Experimental and numerical investigation on heat transfer of ultra-supercritical water in vertical upward tube under uniform and non-uniform heating

Heat transfer of ultra-supercritical water in vertical upward tube under uniform heating was investigated experimentally and numerically. For comparison, similar studies under non-uniform heating were also simulated. The effects of specific heat ratio, buoyancy and acceleration on the heat transfer of ultra-supercritical water were discussed according to the experimental data. Results show that these dimensionless parameters have no single relationship of independence with the heat transfer coefficient which indicates that using them directly to predict heat transfer is inaccurate. The shear stress transport k-ω model was used in the numerical simulation. Results concur with the experimental data to a high degree, which proves that the model has strong applicability in predicting heat transfer.
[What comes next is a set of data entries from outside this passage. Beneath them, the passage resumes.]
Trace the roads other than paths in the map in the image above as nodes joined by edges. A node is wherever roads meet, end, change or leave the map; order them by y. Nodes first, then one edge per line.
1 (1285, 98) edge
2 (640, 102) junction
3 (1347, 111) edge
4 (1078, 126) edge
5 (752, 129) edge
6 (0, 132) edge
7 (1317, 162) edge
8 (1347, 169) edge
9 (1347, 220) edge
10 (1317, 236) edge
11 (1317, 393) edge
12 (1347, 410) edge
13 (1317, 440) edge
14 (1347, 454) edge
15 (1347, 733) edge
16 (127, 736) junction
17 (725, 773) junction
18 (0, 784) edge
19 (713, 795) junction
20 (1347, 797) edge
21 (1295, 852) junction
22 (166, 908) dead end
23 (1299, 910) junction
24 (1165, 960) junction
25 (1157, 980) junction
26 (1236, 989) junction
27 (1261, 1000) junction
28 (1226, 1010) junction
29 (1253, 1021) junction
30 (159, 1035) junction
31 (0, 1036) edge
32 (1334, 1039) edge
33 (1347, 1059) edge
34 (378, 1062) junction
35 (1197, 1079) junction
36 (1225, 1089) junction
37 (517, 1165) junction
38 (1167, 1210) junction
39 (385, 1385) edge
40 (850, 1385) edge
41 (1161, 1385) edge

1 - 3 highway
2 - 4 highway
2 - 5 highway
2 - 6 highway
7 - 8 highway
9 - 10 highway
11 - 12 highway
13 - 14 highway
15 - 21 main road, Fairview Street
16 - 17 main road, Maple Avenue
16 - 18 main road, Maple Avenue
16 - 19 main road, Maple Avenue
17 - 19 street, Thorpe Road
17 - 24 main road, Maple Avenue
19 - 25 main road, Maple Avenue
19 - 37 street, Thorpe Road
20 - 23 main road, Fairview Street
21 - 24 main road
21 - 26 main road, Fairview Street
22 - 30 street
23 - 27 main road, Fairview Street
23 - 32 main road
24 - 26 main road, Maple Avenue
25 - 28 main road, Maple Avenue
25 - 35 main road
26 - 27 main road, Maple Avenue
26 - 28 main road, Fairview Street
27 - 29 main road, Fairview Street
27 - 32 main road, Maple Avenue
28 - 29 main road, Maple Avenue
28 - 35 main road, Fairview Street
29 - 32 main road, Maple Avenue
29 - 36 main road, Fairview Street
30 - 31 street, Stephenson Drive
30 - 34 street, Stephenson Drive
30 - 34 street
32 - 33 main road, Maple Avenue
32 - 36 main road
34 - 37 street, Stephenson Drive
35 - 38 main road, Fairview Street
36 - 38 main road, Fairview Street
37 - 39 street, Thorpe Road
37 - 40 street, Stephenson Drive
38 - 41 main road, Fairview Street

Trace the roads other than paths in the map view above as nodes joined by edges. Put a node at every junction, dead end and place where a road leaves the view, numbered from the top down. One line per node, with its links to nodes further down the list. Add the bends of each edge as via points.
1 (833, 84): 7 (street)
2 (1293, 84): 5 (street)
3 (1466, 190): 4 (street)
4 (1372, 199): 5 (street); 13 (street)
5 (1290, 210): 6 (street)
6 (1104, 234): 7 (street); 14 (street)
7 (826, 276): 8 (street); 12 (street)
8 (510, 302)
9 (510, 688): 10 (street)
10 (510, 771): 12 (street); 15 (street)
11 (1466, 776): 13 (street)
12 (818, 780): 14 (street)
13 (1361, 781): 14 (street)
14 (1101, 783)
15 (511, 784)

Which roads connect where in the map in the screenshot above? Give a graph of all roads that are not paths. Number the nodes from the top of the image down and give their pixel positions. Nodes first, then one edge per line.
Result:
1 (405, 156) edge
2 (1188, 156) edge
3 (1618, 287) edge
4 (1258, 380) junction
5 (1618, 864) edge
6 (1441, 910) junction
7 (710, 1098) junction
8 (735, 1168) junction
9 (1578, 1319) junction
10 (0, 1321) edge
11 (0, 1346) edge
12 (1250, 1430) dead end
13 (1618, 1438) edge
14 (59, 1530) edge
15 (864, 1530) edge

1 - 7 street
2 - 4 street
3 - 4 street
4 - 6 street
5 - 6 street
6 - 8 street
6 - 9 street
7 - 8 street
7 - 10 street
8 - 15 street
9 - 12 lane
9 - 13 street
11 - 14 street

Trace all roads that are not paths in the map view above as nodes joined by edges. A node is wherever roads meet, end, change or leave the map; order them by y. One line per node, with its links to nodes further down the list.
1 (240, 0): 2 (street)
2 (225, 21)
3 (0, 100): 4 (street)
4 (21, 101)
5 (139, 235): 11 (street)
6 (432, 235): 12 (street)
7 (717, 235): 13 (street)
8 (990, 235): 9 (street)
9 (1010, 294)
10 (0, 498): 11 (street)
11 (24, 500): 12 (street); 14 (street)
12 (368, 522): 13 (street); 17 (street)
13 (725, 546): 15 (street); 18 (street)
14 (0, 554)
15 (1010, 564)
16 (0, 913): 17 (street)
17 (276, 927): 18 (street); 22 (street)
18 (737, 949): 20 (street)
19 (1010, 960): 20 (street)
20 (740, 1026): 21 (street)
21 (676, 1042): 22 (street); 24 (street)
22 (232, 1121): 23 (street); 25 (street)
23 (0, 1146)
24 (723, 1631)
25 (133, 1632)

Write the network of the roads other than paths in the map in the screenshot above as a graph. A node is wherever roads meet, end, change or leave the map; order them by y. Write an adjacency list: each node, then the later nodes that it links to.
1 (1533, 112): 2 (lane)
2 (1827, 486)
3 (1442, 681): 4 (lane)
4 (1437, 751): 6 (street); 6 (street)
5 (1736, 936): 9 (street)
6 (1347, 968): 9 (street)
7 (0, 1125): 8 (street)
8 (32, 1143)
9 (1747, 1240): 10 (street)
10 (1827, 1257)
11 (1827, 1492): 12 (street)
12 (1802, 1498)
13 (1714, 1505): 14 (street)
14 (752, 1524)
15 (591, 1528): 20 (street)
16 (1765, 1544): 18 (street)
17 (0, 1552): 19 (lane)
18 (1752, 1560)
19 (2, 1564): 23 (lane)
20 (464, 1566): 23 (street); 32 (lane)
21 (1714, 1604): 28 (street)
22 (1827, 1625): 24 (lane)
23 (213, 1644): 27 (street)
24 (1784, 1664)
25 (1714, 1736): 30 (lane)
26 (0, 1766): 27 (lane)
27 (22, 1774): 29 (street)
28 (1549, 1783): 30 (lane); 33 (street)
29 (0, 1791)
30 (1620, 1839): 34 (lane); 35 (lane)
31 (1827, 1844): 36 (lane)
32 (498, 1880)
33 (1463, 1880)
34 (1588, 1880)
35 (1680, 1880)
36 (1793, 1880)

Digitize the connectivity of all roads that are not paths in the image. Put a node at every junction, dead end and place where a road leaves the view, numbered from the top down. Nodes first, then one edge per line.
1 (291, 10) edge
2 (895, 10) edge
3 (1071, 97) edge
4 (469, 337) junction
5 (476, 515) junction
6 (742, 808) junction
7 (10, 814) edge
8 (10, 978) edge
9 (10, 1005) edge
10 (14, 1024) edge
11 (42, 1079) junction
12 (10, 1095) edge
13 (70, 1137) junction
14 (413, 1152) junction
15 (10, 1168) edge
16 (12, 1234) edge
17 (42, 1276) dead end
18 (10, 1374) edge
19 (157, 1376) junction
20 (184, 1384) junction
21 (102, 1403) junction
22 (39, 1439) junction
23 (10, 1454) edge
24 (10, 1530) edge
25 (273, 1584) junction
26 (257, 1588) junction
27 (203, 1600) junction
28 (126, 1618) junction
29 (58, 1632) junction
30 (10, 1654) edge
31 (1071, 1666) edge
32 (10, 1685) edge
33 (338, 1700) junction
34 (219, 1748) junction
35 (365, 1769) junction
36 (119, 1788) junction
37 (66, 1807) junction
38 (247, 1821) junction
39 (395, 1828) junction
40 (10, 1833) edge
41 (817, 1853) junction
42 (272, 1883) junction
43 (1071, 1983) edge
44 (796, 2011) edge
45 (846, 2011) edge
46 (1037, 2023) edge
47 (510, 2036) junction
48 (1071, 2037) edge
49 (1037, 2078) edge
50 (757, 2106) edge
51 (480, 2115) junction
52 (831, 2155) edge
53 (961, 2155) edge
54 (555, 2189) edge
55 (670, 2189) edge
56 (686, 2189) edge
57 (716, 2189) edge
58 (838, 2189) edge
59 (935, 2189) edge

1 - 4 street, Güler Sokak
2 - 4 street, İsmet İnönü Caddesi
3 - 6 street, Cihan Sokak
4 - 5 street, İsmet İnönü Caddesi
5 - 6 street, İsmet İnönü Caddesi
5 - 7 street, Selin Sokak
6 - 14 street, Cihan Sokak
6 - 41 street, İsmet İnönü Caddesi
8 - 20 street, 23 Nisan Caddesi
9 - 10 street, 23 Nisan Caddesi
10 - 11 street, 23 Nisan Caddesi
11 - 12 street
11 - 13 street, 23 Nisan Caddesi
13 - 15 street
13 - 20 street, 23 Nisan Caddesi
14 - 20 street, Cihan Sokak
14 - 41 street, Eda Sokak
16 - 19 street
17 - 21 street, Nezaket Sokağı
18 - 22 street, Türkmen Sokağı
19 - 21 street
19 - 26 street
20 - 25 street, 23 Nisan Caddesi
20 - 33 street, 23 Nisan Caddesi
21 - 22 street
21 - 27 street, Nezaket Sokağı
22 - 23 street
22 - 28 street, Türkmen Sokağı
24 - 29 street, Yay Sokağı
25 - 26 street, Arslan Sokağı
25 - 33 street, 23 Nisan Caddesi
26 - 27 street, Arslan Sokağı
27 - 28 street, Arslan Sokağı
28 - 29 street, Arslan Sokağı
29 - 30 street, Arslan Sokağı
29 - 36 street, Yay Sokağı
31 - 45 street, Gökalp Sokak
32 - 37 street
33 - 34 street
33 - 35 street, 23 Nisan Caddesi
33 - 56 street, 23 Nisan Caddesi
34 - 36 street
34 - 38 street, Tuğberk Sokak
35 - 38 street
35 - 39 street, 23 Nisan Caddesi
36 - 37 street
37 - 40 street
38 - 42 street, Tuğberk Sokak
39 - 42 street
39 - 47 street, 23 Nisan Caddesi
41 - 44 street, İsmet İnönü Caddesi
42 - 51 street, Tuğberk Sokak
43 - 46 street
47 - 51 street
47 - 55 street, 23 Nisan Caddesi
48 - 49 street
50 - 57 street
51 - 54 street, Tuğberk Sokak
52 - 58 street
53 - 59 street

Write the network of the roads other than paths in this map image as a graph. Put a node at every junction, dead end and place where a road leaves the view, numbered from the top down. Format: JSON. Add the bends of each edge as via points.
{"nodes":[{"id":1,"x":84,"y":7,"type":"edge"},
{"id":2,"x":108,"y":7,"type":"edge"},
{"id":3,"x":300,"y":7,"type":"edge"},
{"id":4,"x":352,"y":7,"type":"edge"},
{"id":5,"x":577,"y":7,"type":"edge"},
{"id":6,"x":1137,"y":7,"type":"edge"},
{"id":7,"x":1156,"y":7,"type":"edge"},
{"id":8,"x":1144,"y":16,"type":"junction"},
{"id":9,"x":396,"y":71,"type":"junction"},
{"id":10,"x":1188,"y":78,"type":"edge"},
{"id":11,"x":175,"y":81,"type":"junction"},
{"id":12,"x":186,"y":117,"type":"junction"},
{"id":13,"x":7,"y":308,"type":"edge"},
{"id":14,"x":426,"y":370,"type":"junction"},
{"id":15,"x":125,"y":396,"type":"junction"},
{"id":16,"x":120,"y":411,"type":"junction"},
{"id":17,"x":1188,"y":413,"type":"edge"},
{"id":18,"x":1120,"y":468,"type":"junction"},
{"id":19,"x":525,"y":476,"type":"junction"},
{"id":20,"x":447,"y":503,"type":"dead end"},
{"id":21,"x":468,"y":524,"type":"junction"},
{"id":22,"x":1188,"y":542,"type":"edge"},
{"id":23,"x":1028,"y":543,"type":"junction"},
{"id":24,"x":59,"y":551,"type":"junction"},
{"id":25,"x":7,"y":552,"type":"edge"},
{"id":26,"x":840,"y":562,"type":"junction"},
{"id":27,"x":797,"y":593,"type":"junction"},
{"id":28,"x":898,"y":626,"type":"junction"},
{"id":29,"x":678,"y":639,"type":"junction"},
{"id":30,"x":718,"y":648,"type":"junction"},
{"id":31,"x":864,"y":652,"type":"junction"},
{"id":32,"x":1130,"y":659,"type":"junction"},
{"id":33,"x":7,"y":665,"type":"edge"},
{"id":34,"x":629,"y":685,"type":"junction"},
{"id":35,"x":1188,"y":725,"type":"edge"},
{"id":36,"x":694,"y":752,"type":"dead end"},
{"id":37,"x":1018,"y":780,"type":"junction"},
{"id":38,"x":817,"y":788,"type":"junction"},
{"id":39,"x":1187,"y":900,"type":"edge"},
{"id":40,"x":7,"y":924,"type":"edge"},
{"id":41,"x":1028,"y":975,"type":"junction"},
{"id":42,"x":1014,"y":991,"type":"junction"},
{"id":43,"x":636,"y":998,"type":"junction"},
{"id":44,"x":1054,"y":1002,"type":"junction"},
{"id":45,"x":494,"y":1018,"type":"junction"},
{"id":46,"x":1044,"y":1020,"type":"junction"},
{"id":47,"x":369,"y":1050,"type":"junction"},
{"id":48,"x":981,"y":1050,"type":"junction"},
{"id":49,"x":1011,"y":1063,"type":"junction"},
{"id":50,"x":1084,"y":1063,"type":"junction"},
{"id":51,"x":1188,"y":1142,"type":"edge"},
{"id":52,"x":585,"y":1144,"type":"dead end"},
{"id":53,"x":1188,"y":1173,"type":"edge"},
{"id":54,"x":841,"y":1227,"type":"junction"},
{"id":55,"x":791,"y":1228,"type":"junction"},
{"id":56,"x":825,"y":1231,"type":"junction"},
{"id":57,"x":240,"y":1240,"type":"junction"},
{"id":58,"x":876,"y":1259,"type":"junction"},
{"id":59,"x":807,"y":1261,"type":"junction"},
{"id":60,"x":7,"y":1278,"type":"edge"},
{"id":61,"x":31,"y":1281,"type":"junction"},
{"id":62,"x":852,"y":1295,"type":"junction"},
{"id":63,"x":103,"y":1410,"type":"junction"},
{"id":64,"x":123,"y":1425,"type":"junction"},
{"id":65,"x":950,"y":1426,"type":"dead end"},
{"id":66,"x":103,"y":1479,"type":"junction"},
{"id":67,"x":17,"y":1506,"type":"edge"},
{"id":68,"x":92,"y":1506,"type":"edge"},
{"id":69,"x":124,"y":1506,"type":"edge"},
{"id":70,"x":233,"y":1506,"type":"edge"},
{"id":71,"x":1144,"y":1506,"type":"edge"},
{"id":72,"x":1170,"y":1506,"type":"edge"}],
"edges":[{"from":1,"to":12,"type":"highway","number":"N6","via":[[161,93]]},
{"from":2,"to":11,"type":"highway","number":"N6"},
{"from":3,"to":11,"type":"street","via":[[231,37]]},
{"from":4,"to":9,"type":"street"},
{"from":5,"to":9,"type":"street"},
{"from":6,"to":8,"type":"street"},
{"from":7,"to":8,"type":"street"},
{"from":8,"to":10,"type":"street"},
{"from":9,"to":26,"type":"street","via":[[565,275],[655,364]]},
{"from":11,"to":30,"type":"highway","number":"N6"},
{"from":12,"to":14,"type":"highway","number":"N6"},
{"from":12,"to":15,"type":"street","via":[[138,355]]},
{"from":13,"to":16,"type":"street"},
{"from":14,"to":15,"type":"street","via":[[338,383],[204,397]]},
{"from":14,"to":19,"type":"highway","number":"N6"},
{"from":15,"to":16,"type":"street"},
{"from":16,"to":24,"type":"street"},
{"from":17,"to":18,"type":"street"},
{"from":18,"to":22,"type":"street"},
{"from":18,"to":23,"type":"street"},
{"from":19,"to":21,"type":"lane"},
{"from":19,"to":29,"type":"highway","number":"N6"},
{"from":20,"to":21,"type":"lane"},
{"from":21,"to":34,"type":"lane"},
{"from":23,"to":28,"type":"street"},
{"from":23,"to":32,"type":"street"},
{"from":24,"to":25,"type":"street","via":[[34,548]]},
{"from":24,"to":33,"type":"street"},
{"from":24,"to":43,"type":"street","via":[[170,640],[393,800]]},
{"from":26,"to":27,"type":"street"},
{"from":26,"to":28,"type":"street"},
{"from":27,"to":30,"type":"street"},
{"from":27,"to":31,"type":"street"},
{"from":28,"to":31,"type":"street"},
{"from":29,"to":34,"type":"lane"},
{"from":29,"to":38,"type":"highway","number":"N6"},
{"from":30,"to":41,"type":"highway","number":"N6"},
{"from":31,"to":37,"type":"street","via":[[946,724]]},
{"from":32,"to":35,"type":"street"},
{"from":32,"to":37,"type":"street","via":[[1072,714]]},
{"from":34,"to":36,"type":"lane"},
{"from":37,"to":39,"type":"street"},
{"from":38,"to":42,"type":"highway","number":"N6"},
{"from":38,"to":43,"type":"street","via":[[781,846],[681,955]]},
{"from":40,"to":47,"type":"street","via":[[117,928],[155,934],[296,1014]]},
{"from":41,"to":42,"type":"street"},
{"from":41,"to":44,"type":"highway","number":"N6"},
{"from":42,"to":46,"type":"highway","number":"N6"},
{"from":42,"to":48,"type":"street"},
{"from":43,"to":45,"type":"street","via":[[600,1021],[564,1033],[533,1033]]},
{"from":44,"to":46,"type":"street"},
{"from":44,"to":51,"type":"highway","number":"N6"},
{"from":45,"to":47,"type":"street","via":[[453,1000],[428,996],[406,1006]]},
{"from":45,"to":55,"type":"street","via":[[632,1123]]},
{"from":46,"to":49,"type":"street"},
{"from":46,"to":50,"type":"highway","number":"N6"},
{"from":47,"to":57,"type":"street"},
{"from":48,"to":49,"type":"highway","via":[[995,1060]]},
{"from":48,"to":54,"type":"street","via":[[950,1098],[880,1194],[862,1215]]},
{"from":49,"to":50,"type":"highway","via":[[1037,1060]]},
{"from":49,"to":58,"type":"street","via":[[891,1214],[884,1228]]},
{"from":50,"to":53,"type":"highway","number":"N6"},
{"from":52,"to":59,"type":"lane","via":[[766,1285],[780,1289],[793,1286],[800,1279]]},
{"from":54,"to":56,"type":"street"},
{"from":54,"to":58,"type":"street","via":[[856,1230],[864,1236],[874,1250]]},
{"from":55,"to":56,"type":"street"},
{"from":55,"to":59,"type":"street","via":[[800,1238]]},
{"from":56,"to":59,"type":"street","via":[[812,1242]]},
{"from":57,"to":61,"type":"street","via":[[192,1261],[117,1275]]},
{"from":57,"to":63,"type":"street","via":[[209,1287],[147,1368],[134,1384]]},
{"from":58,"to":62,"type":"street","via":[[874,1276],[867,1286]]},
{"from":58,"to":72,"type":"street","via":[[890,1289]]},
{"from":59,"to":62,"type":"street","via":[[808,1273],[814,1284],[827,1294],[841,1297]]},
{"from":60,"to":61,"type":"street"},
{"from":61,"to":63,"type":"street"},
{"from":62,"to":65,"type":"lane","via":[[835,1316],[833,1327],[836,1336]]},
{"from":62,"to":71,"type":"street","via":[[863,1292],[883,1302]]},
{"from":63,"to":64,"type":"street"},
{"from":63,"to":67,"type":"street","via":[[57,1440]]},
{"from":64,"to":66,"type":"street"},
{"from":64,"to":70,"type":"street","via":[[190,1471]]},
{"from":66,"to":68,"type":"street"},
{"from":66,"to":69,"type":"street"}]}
The mechanisms of heat transfer enhancement and deterioration were analyzed through simulation results, and the integral of specific heat in the boundary layer and the buoyancy effect were confirmed to be their main factors, respectively. Furthermore, the differences between the uniform and non-uniform heating were also revealed. The wall temperature of smooth tube under non-uniform heating shows a parabola distribution, and the peak value occurs at the midpoint of the heated side. Moreover, the peak value of the wall temperature is higher under non-uniform heating than that under uniform heating; however, the heat flux is higher when heat transfer deterioration occurs.